TaDA1-A是位于未知染色體上的含有DA1-like結(jié)構(gòu)域的基因。在本研究中，我們發(fā)現(xiàn)TaGW2和TaDA1-A存在轉(zhuǎn)錄自激活效應(yīng)，通過不同3-AT濃度梯度進(jìn)行篩選仍不能確定TaDA1-A與TaGW2的互作關(guān)系。而在Liu等[15]的試驗(yàn)中，是通過將TaDA1-A基因CDS的前297 bp片段截短進(jìn)行TaDA1-A與TaGW2酵母雙雜交驗(yàn)證工作，而本研究使用的是TaDA1-A基因CDS全長序列，這可能是造成結(jié)果不一致的原因。

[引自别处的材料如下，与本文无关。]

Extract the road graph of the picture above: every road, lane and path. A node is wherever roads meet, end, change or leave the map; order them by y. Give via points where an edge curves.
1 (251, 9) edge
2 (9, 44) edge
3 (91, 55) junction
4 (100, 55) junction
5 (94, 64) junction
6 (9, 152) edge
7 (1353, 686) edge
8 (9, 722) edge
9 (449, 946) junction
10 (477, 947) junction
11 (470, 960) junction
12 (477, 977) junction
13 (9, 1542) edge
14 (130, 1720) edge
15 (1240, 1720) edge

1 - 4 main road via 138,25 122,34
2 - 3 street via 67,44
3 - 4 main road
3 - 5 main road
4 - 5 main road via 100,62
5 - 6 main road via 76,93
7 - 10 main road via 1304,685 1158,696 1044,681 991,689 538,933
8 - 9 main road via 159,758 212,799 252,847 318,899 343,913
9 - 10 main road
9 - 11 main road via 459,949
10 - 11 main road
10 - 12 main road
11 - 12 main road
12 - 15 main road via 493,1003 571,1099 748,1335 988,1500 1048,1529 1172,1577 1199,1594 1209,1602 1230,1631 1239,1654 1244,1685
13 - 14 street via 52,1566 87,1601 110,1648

通過熒光素酶互補(bǔ)試驗(yàn)驗(yàn)證發(fā)現(xiàn)，TaDAR1-5A與TaGW2有微弱的互作關(guān)系，而TaDA1-A、TaDA1-2B與TaGW2在煙草中沒有發(fā)現(xiàn)互作現(xiàn)象。通過數(shù)據(jù)庫對TaDA1s互作基因進(jìn)行搜索，共找到7個(gè)互作基因，但不包括TaGW2，該工作還需進(jìn)一步研究驗(yàn)證。